Proprio per ricercare questo "muro romano" si è quindi aperta la trincea 6. Oltre a riconoscere lo scasso eseguito nel 1970 a sua volta intaccato da un ulteriore scavo eseguito in tempi ancora più recenti, si sono riconosciute per lo meno due fasi costruttive con orientamento est-ovest, inframezzate da livelli pavimentali in cocciopesto ed entrambe costituite da una fondazione di sassi annegati in uno spesso strato di malta. Al loro interno inglobavano anche alcuni frammenti di laterizi forse di epoca romana o tardoantica, materiale che era stato evidentemente riutilizzato a scopi edilizi. Quanto è emerso dalla trincea 6 sembra coincidere, grosso modo, con quanto è stato osservato durante i lavori edilizi effettuati all’interno dell’attuale edificio religioso e meticolosamente riferiti negli scritti dello Zoratti, ma ciò che è emerso dall’evidenza archeologica non combacia perfettamente con quanto ritenuto valido nell’opinione locale. Innanzitutto se si tratta dello stesso muro visto nel 1970, non è certamente una struttura "romana", ma di epoca ben posteriore (genericamente diremmo medievale) (8), quindi non dovrebbe trattarsi di ambienti riferibili alla prima pieve codroipese (se confermiamo la fondazione paleocristiana) andata distrutta dalle milizie veneziane nel 1412. Al di sopra di queste strutture murarie fu recuperata l’unica ciotola ricostruibile in ceramica graffita, datata dalla Cassani al primo XVI sec. (vedi catalogo) che confermerebbe l’abbandono o perlomeno la dismissione di queste strutture nel primo ‘500.

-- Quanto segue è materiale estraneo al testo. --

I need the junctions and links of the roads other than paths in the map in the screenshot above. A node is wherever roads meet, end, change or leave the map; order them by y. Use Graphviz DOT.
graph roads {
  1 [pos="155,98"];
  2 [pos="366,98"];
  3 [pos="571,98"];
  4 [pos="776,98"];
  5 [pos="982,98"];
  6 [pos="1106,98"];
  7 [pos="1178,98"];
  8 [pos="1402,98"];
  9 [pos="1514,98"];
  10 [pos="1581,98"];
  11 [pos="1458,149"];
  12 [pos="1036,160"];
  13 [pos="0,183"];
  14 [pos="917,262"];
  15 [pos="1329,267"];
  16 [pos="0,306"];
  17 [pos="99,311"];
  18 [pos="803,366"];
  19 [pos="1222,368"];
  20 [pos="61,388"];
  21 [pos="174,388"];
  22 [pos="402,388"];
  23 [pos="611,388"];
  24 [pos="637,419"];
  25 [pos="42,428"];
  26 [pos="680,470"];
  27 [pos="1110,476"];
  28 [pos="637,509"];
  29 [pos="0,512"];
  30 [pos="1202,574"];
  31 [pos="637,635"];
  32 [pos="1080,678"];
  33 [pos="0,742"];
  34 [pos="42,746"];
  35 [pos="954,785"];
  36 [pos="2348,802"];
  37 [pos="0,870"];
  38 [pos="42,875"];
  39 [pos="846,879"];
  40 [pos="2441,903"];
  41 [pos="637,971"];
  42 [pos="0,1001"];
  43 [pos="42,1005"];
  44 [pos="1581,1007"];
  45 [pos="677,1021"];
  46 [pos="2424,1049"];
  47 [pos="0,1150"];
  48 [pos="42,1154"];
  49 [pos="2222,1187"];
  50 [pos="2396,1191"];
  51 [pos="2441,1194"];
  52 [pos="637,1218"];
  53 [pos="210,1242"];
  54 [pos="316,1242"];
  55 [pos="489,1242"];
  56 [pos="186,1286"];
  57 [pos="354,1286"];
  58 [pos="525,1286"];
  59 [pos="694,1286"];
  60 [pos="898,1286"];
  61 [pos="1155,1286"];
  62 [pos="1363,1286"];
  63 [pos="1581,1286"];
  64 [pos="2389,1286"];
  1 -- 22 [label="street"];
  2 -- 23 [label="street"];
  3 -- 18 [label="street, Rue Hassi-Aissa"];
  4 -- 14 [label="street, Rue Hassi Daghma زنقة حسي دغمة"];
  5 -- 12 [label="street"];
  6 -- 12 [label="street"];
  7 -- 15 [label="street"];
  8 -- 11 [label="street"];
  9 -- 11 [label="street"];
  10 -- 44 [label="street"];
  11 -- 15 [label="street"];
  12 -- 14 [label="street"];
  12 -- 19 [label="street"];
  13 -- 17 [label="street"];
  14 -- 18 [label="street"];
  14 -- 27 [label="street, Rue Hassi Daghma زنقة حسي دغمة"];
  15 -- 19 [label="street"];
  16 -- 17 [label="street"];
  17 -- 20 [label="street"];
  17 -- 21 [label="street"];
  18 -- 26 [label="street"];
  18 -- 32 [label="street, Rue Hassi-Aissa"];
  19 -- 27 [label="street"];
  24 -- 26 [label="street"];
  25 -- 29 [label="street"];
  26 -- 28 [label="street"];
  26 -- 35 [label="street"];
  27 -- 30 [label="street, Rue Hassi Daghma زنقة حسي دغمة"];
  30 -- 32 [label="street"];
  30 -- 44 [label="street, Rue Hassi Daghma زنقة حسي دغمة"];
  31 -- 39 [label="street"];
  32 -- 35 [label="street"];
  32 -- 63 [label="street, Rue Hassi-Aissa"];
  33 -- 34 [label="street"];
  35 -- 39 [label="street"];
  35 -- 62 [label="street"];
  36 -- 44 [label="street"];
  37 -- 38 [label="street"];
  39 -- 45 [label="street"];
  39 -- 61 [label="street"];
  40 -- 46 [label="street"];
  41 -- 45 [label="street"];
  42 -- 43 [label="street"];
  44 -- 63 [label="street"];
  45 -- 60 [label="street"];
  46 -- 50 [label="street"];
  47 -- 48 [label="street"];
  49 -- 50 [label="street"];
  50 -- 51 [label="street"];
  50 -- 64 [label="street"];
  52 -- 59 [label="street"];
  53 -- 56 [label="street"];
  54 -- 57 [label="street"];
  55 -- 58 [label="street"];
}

Purtroppo le nostre considerazioni si devono fermare qui, in quanto l’indagine archeologica nell’area a fianco della parrocchiale furono sospese per l’apertura del cantiere presso il parcheggio Marconi che, come noto, ha fornito materiale e informazioni per aprire una nuova pagina sulla storia più antica di Codroipo.